The problem: Among the entries below, find the lines with the word "paths" and copy them.

Supplied records:
==============================

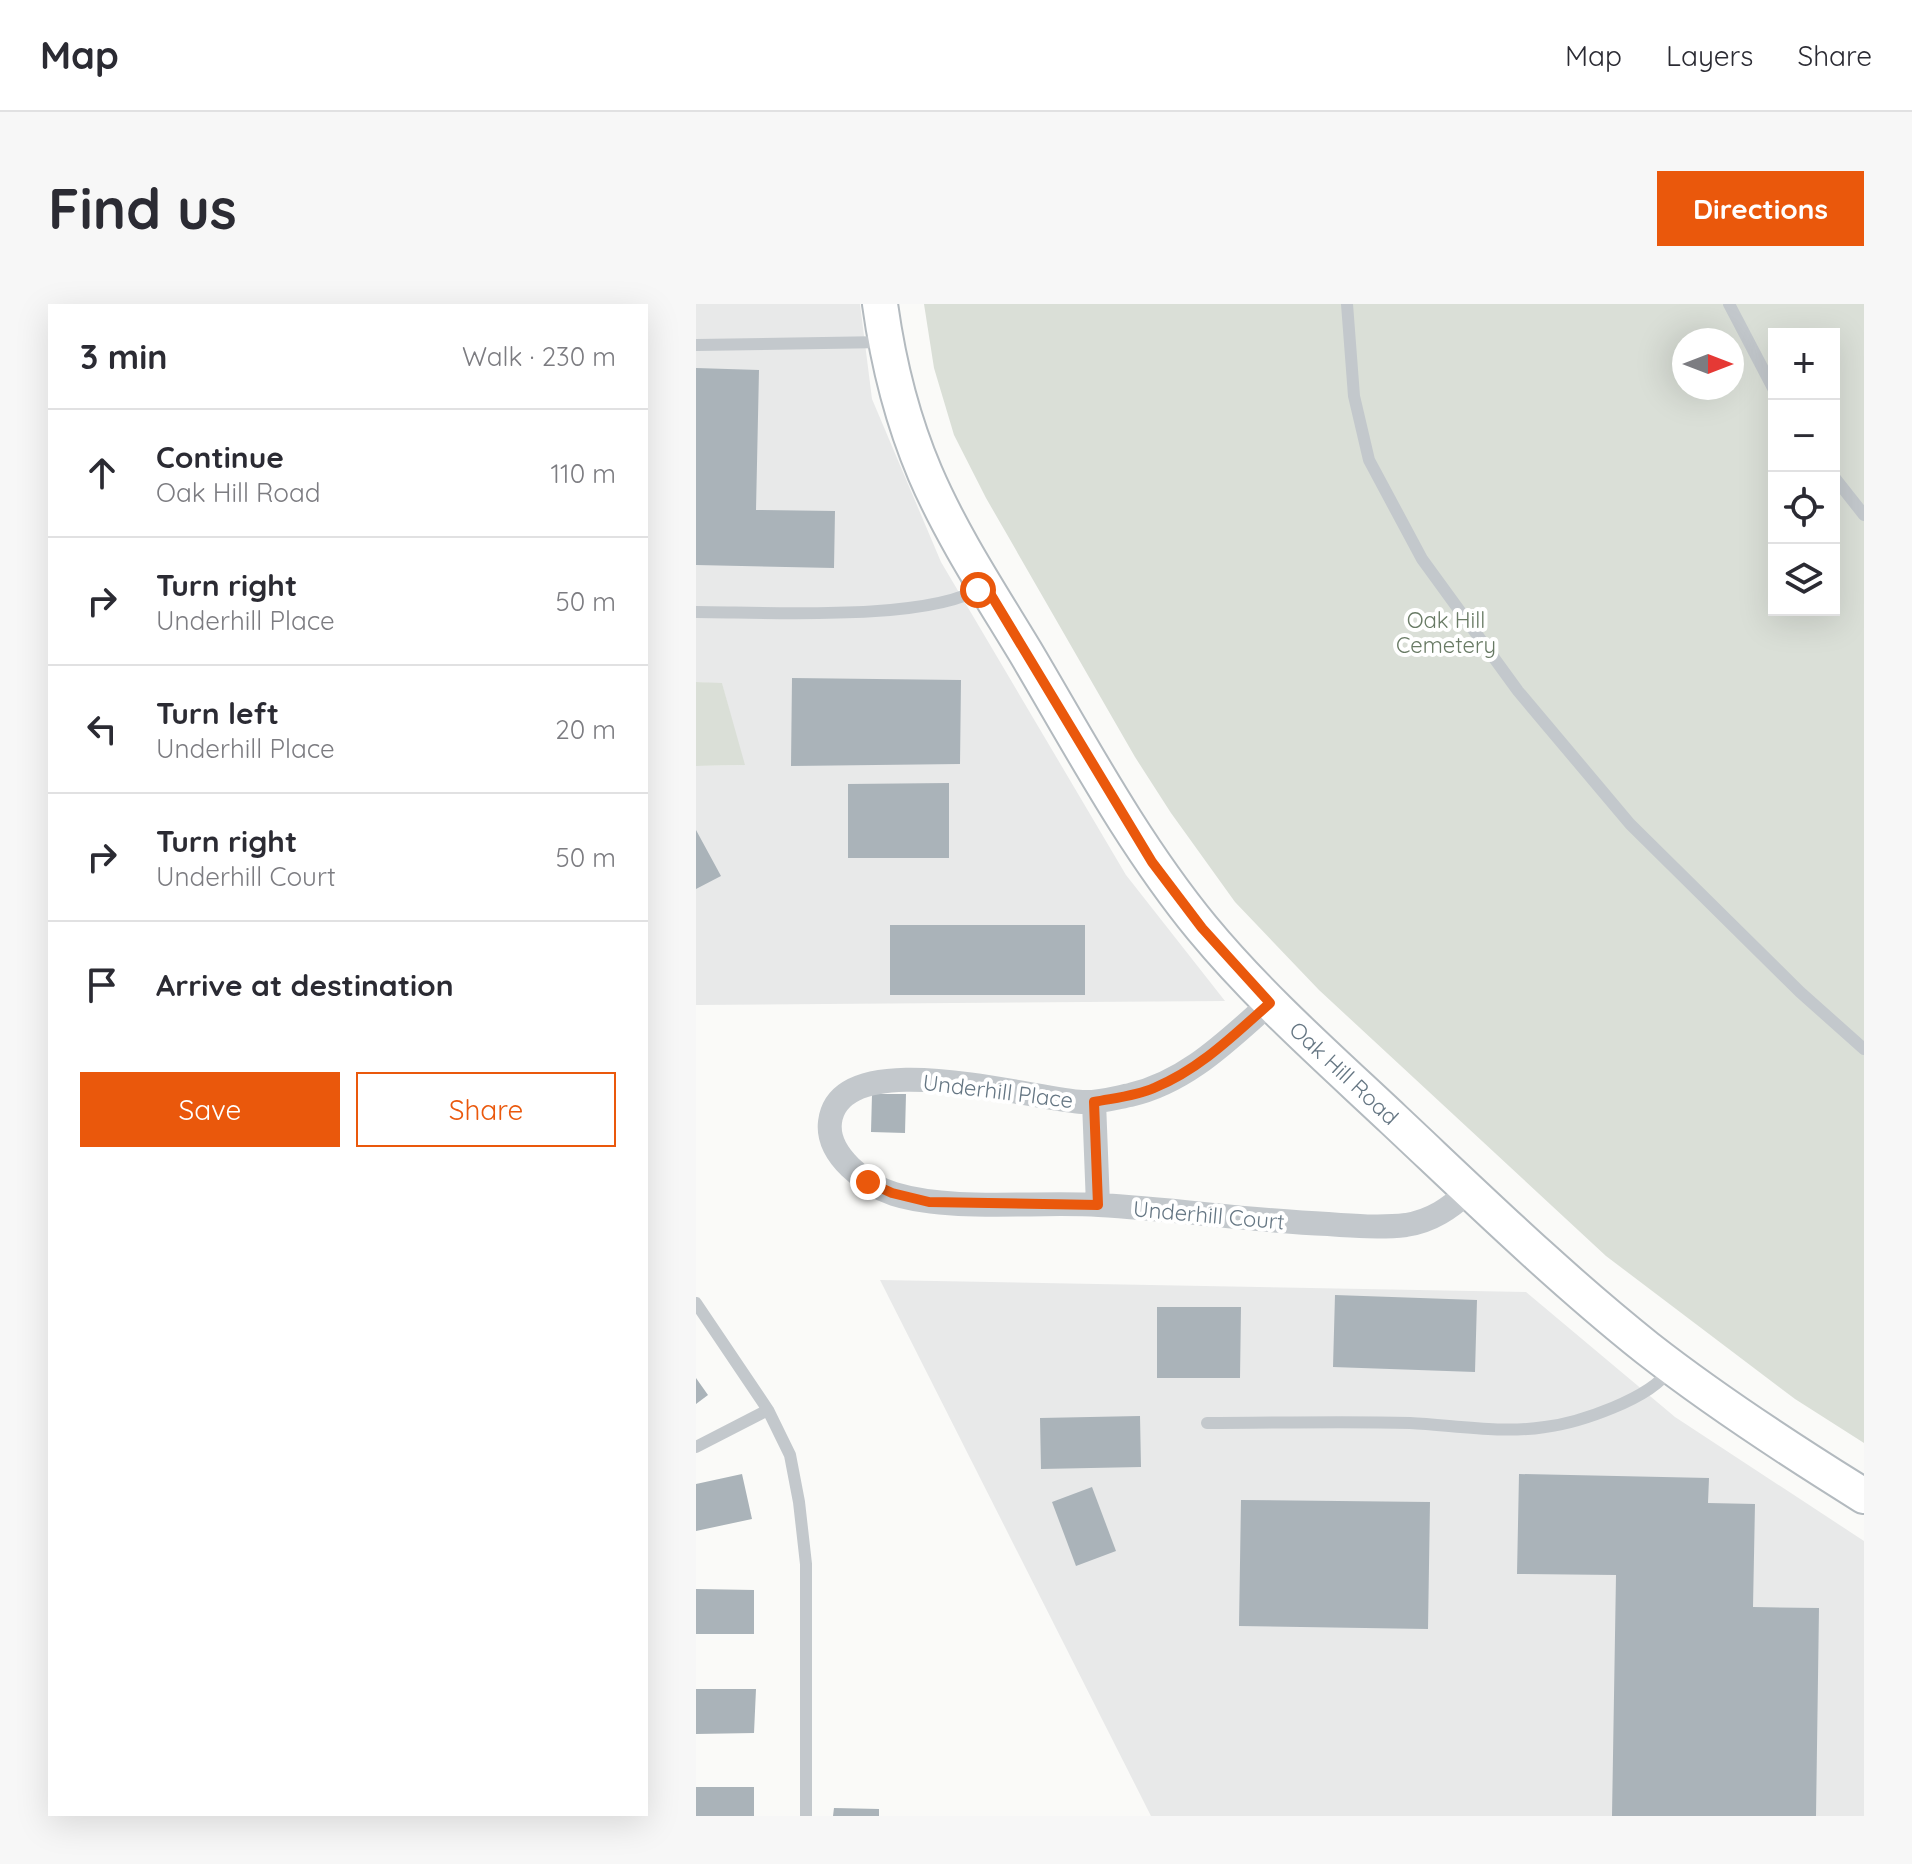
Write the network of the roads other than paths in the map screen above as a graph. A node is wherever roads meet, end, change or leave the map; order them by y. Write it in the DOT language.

==============================

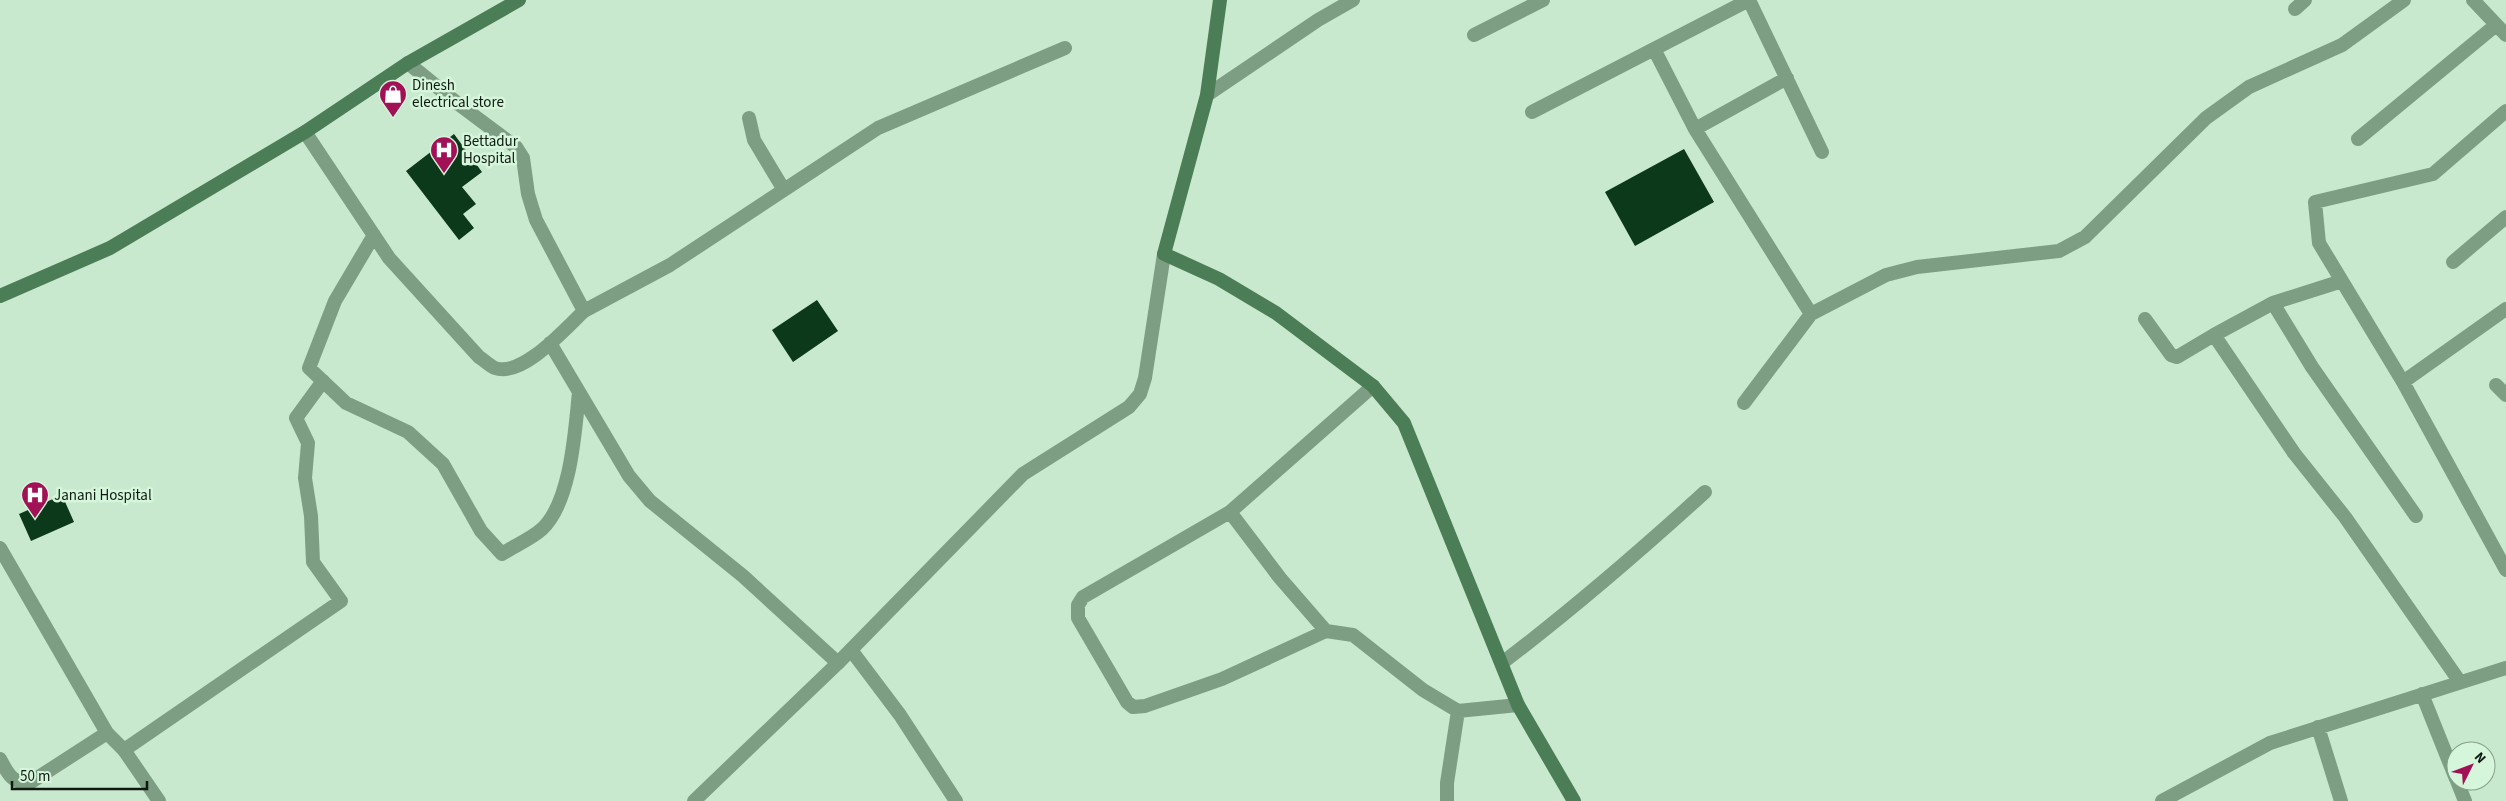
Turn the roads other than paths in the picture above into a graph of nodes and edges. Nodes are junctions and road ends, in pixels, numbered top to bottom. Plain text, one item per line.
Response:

==============================

Result of the task:
Write the network of the roads other than paths in the map screen above as a graph. A node is wherever roads meet, end, change or leave the map; order them by y. Write it in the DOT language.
Turn the roads other than paths in the picture above into a graph of nodes and edges. Nodes are junctions and road ends, in pixels, numbered top to bottom. Plain text, one item per line.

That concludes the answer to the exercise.